Cut small slashes into the meat. Rub a mixture of olive oil and ras el hanout over the lamb before seasoning with salt and pepper. Nestle the lamb into the vegetables and bake it in the oven for about 40 minutes. At the 40-minute mark, remove the lamb to rest and let the vegetables continue to cook for another 20 minutes. Meanwhile, blend together coriander, lemon zest, lemon juice, green chili, and cumin seeds until the mixture is finely chopped and vivid green.
Carve the lamb and serve it alongside the roasted veggies. Drizzle over the coriander sauce and put the remaining sauce in a small serving jug for the table.
Stuffed Peppers with Tomatoes & Feta
Quinoa-stuffed peppers with roast tomatoes and feta are not only beautiful to look at but also contain an impressive four of the five daily veggie portions and provide your body with a healthy dose of vitamin C, calcium, and iron.
The meal takes just 30 minutes to prepare, including the cooking time. The hardest part will be waiting for it to be done. Put the quinoa in a pan with water, garlic, bouillon powder, and tomato puree. Cover and cook on low heat for 20 minutes. Add the drained and rinsed chickpeas, spinach, and basil, and cook for a further 5 minutes or until all the liquid has been absorbed.
While your quinoa is cooking, drizzle olive oil over the prepared peppers and cook, cut side down, in the oven for 10 minutes. Add cherry tomatoes to the pan and roast for a further 10 minutes. Stir the tomatoes, pumpkin seeds, and feta into the cooked quinoa and spoon into the pepper halves to serve alongside a simple rocket salad.
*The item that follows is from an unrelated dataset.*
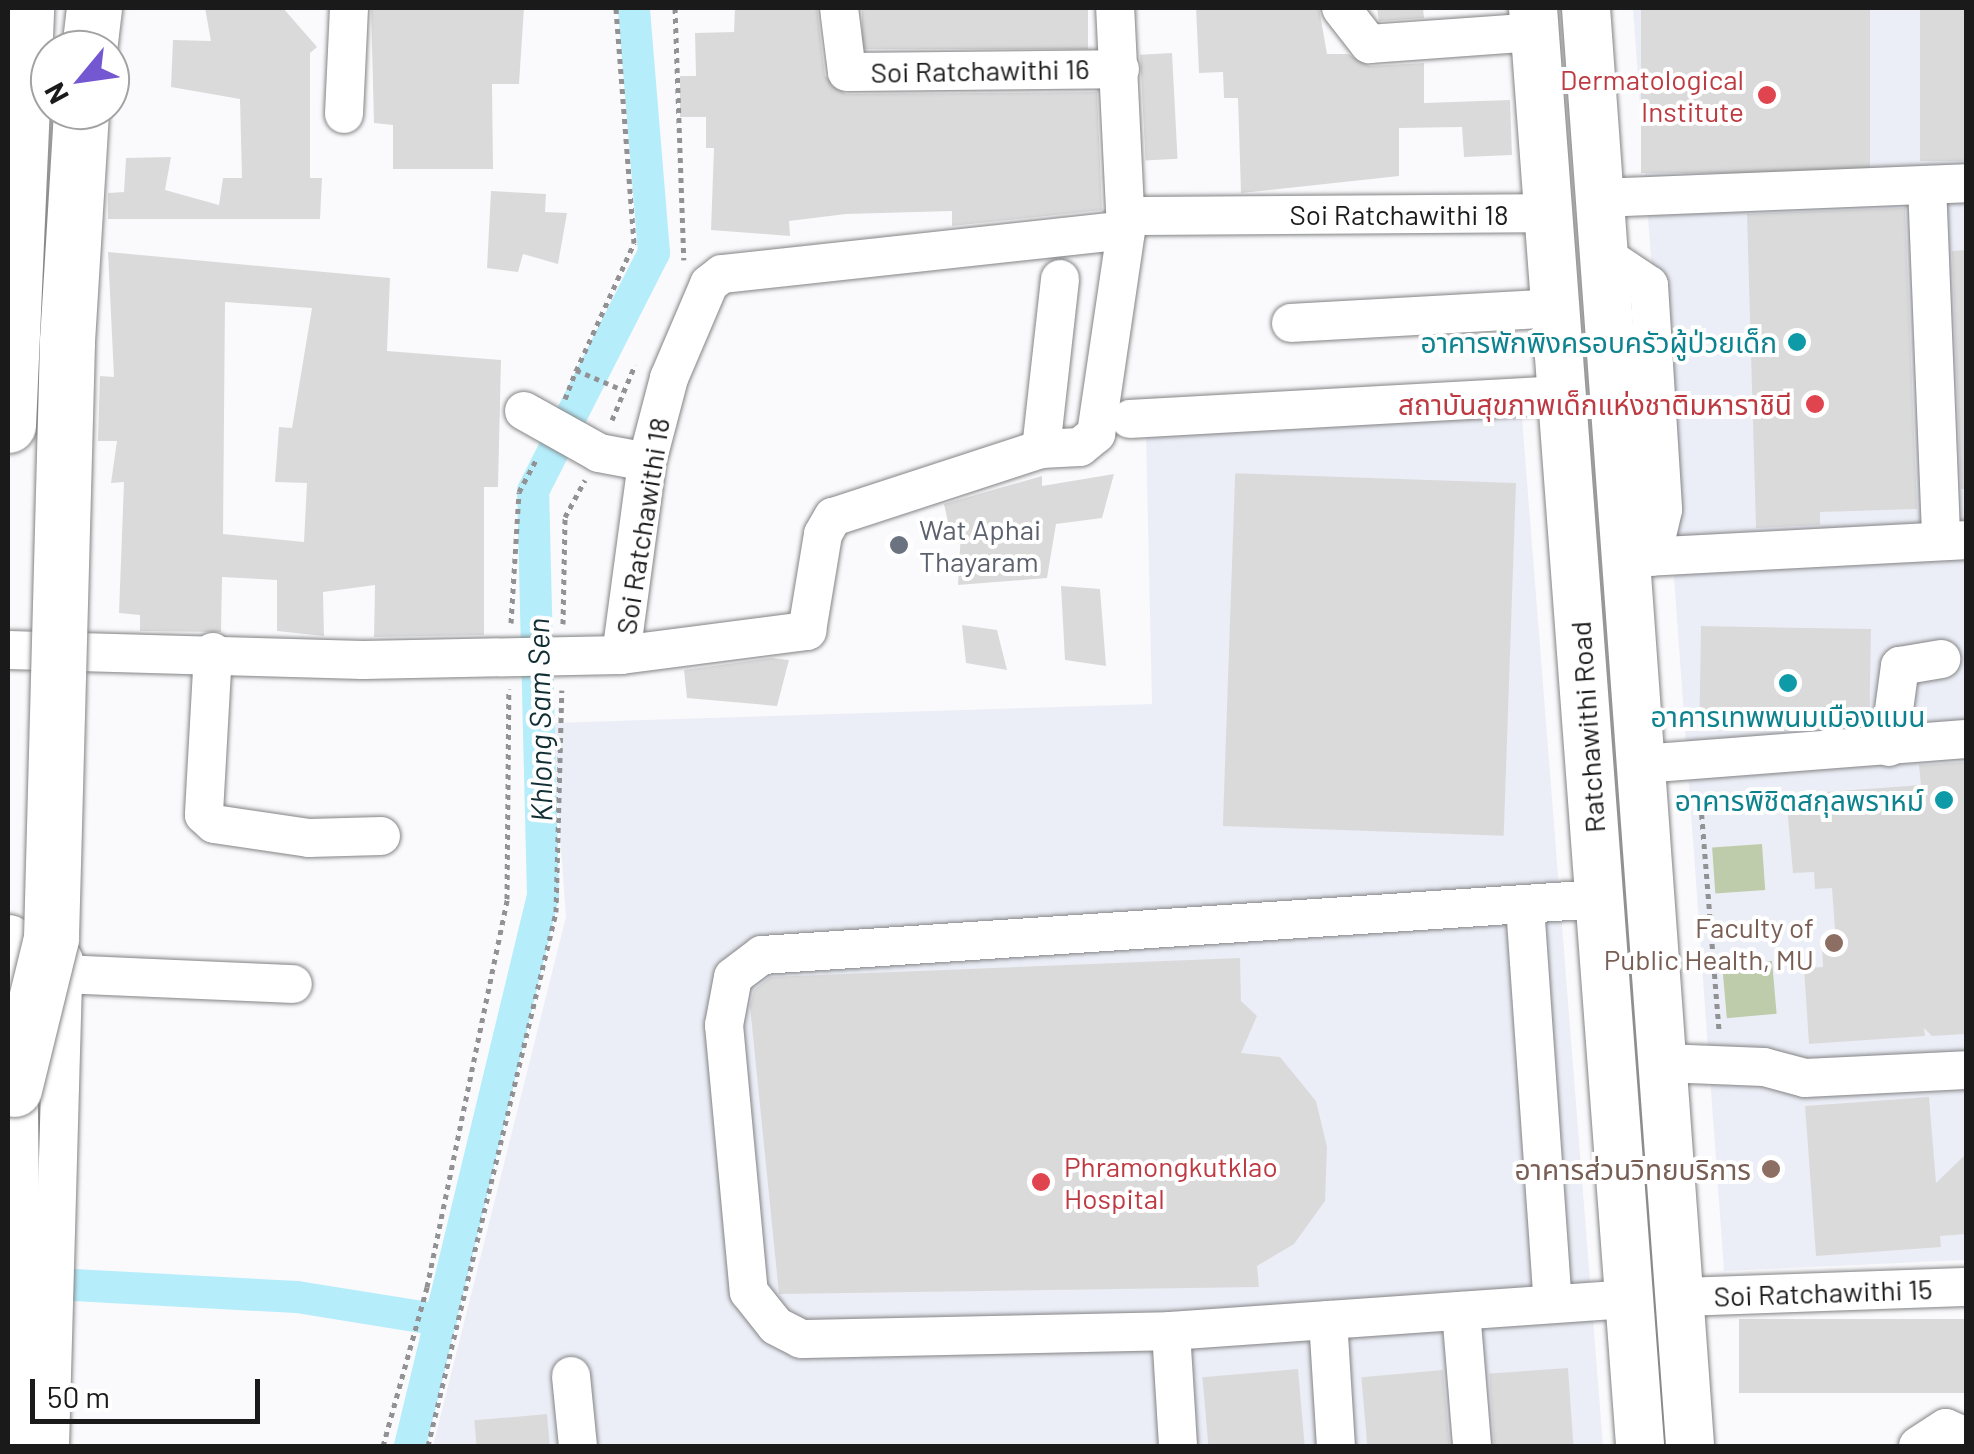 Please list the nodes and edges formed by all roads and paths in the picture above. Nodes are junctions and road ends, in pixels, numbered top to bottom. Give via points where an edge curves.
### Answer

Sesame Parsnip & Wild Rice Tabbouleh
Sesame parsnip and wild rice tabbouleh is a tasty and beautiful winter salad that is the perfect side dish for any dinner party menu. It is incredibly easy to prepare, with the oven doing all the work. The parsnips will take roughly 30 to 40 minutes to cook, so ensure you leave yourself enough time to prepare everything.
Parsnips are coated in a simple mix of olive oil, coriander, turmeric, and seasonings, with a sprinkle of sesame seeds, before being roasted in the oven until tender. While this bakes, cook your wild rice according to the pack instructions. In a separate pan, cook the onion until completely soft and golden brown, then turn up the heat and add vinegar to transform it to a striking pink color.
Finally, whisk together tahini, vinegar, and enough warm water to create a creaming dressing and season to taste. Mix the soft onions and herbs into the rice before topping it with the roasted parsnips, pomegranate seeds, and a healthy drizzle of dressing.
Raspberry Sorbet
If heavy desserts are not on the menu for your next dinner party, light and refreshing raspberry sorbet may be the ideal way to end a delicious meal. Dissolve sugar into water in a saucepan over low heat, stirring occasionally. Once dissolved, bring to a simmer until the liquid becomes a clear syrup.
Blend fresh or frozen raspberries and lemon juice in a food processor until smooth. Strain through a fine sieve to remove seeds and combine with the cooled simple syrup. Transfer to a freezer-proof container and leave to harden for at least an hour and a half. Use a fork to break up ice crystals before returning to the freezer. Mix the sorbet mixture once every four hours to break up ice crystals, and stop once it is firm but scoopable.